Exercise prompt: Search the listing for the word "include" and copy every line where it turns up.

(Beginning of Dataset records)

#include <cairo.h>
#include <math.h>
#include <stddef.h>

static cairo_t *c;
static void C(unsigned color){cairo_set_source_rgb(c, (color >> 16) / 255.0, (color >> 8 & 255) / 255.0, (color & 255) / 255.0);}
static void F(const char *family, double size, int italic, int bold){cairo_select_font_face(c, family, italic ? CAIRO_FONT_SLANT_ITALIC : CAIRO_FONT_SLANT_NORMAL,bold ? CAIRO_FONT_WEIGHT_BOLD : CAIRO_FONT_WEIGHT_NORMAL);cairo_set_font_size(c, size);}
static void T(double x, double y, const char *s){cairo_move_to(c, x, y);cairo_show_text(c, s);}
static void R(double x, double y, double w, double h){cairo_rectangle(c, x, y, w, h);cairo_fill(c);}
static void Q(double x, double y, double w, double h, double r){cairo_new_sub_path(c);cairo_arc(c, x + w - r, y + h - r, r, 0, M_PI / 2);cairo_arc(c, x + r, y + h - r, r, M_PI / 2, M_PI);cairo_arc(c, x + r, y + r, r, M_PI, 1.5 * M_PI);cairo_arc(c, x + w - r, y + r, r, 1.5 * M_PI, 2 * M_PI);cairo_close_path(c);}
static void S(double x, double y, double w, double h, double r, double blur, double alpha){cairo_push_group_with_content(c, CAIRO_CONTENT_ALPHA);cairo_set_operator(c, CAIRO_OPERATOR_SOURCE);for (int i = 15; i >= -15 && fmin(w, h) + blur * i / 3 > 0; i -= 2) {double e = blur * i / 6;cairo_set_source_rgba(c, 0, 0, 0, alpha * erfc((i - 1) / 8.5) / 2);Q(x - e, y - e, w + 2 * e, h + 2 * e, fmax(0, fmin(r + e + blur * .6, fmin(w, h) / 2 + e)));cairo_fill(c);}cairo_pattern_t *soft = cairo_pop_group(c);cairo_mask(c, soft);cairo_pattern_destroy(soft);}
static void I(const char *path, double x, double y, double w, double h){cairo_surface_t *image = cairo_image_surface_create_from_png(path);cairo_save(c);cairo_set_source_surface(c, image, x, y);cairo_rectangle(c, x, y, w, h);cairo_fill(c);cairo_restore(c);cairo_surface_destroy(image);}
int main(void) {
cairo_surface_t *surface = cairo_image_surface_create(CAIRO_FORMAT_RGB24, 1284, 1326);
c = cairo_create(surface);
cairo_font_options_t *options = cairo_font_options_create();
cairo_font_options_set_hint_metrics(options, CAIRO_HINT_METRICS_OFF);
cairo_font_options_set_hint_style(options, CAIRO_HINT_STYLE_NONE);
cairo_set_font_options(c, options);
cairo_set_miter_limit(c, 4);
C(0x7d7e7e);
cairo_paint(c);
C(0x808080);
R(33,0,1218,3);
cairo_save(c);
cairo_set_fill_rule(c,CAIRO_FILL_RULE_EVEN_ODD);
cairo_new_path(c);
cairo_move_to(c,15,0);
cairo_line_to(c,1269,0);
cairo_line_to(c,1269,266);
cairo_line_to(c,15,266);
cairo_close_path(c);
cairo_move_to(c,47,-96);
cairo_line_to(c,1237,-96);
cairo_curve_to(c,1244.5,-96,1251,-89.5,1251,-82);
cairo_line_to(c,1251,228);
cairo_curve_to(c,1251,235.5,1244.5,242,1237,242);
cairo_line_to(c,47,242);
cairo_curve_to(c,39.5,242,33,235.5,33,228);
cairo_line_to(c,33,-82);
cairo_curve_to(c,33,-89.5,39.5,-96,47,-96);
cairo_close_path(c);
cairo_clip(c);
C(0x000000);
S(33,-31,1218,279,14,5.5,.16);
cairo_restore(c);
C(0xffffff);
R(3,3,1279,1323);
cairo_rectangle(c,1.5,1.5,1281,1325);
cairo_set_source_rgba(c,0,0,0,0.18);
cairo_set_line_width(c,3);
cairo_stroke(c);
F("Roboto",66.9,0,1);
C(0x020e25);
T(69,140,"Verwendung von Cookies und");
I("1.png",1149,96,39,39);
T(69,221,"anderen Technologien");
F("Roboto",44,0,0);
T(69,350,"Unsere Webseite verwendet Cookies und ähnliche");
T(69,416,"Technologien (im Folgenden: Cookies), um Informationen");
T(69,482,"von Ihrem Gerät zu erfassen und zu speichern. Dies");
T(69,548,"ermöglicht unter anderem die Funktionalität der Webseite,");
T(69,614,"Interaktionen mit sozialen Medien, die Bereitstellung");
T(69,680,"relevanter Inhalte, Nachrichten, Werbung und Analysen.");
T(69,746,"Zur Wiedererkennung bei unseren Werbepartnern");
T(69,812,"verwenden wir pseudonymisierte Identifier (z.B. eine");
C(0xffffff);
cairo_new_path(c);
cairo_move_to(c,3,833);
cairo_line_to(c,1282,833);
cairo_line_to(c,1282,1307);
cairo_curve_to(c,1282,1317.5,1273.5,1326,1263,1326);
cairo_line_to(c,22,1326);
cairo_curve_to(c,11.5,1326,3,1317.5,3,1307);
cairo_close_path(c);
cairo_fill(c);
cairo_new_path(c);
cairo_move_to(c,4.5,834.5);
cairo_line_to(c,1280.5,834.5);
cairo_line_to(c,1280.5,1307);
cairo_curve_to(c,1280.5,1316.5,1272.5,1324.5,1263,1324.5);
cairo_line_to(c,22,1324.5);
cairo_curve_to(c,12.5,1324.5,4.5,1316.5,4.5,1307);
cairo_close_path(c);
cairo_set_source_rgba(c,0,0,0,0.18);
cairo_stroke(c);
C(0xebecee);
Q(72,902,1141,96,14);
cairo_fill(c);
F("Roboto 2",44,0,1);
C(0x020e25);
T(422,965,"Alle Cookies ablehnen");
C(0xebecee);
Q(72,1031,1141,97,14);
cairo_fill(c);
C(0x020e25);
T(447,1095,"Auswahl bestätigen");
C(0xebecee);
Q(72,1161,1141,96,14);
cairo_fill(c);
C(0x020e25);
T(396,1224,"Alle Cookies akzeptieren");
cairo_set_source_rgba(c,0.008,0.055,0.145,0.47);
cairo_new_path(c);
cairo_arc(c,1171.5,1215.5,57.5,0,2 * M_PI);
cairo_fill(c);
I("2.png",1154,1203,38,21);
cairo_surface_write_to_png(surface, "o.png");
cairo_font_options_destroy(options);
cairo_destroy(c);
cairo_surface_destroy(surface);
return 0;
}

(End of Dataset records)

Solution to this task:
#include <cairo.h>
#include <math.h>
#include <stddef.h>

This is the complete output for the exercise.